Sometimes, it's better than a graph
Data sonification has the advantage of being an experience. Users have to listen to data over a course of time, rather than giving it a single glance.
"You have this opportunity to kind of curate this experience, where a listener can feel certain things about certain parts of the data," Foo said.
That can be extremely moving — take Brian Foo’s 2015 data sonification of refugee migration, for example. Using United Nations data from 1975 to 2012, Foo allows musical notes to portray the size and distance of mass migrations around the planet.
In the beginning of the song, we hear a shift from short, fairly infrequent notes of short-distance migration between countries in Africa, South East Asia, Europe and Central America. But as the song progresses to the 1970s, we start hearing longer strums and more activity as people travel greater distances and more often. That almost synesthetic progression, coupled with the animated map, gives a sense of increased and more complex movement.
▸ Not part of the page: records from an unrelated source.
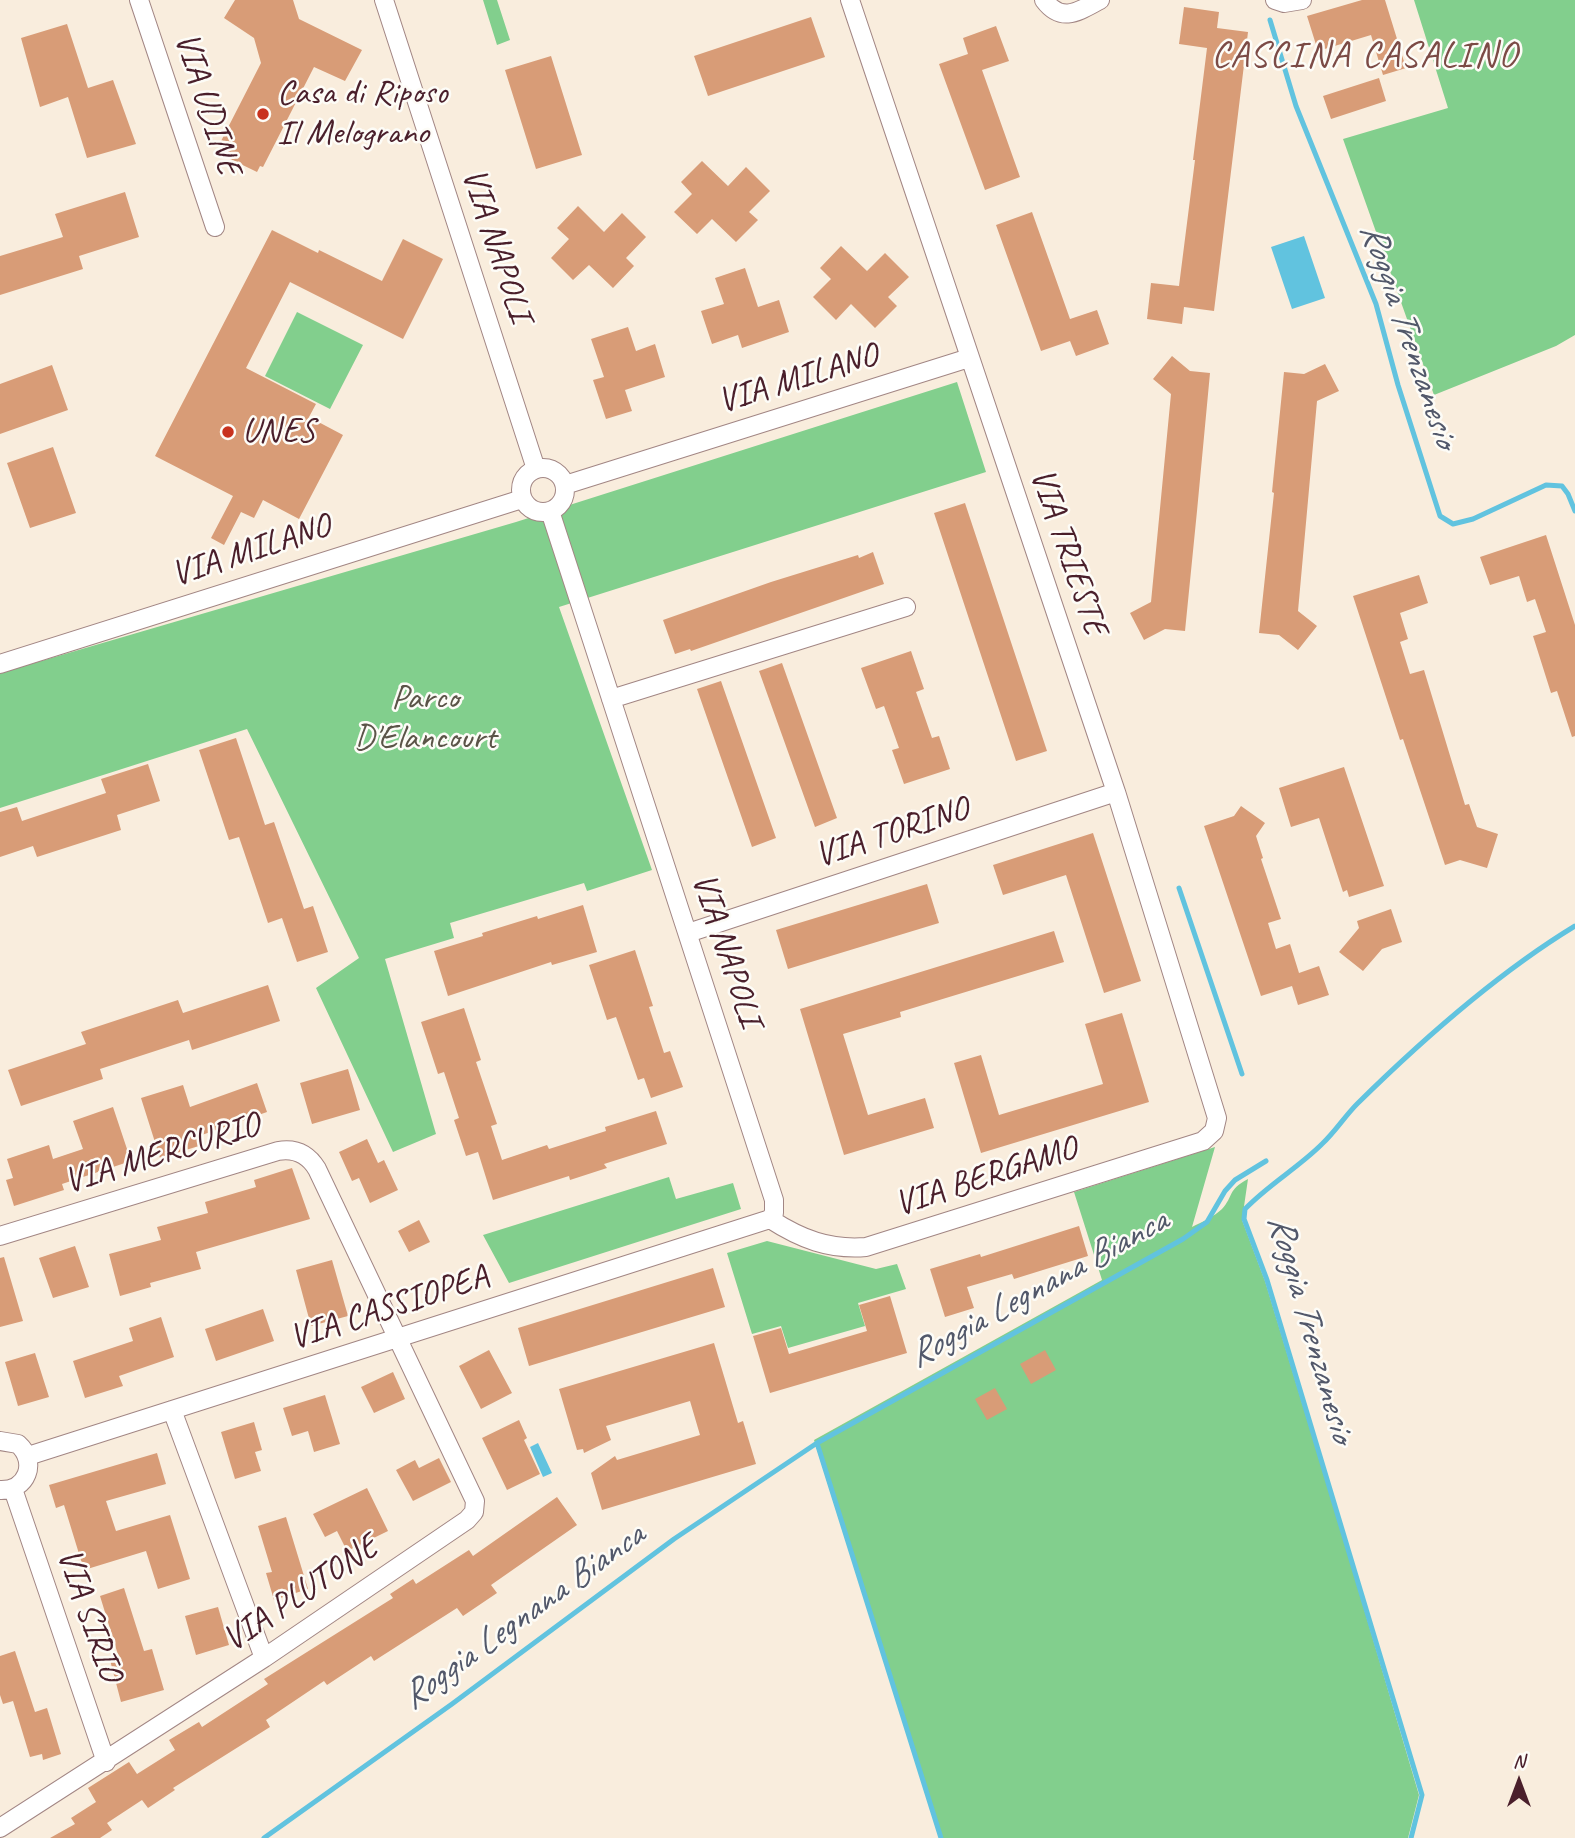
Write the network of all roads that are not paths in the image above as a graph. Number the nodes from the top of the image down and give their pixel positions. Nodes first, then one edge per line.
1 (139, 0) edge
2 (384, 0) edge
3 (850, 0) edge
4 (1044, 0) edge
5 (1100, 0) edge
6 (1275, 0) edge
7 (1302, 0) edge
8 (215, 227) dead end
9 (969, 358) junction
10 (536, 469) junction
11 (565, 485) junction
12 (522, 499) junction
13 (550, 511) junction
14 (906, 607) dead end
15 (0, 664) edge
16 (611, 699) junction
17 (1116, 792) junction
18 (688, 933) junction
19 (1216, 1127) joint
20 (770, 1219) junction
21 (0, 1236) edge
22 (398, 1338) junction
23 (172, 1410) junction
24 (0, 1441) edge
25 (28, 1456) junction
26 (6, 1489) edge
27 (264, 1658) junction
28 (106, 1762) junction
29 (0, 1828) edge

1 - 8 street, VIA UDINE
2 - 10 street, VIA NAPOLI
3 - 9 street, VIA TRIESTE
4 - 5 street
6 - 7 street
9 - 11 street, VIA MILANO
9 - 17 street, VIA TRIESTE
10 - 11 street
10 - 12 street
11 - 13 street
12 - 13 street
12 - 15 street, VIA MILANO
13 - 16 street, VIA NAPOLI
14 - 16 street
16 - 18 street, VIA NAPOLI
17 - 18 street, VIA TORINO
17 - 19 street, VIA TRIESTE
18 - 20 street, VIA NAPOLI
19 - 20 street, VIA BERGAMO
20 - 22 street, VIA CASSIOPEA
21 - 22 street, VIA MERCURIO
22 - 23 street, VIA CASSIOPEA
22 - 27 street, VIA PLUTONE
23 - 25 street, VIA CASSIOPEA
23 - 27 street
24 - 25 street
25 - 26 street
26 - 28 street, VIA SIRIO
27 - 28 street, VIA PLUTONE
28 - 29 street, VIA PLUTONE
"There are things that pop out of data that are not visually apparent, but just something you can hear," Neuhoff said.
In another video, Foo looks at race and gender of actors and actresses headlining a decade of blockbuster films. Musical notes are separated into four categories: actors who identify as white men, white women, men of color and women of color. Higher-pitched notes are assigned to white men and women actors, and the sounds allow us to see Hollywood’s lack of diversity in a new way.
"I can’t make the sound dynamic because the nature of the data set is not very dynamic," Foo said, meaning that there’s little variation (diversity) to show.
There's still plenty to explore.
Outside of being downright cool and adding new perspectives to information, athletes sometimes use data sonification to measure their performance, Neuhoff said. Cyclists may try to match the beat of ideal models of sound, or to match their movements to an ideal model of sounds.
And at Stony Brook University, scientists are hoping to use data sonification to help people with Parkinson’s disease walk more seamlessly. They attached motion sensors onto feet to record information on the gait of people with and without Parkinson’s. Then they translated different qualities of those gaits — how long it takes for each step to occur, or which part of the foot lands on the ground first — to sounds. Though the song was reportedly terrible, they hope that Parkinson’s patients can listen to their live data as they walk and hopefully use that data to correct their steps.
But despite all of its potential, the field is still fairly niche.
"In my mind, that's the biggest problem facing auditory display — some people have described it as a solution looking for the problem," Neuhoff said. "They don't teach this in schools."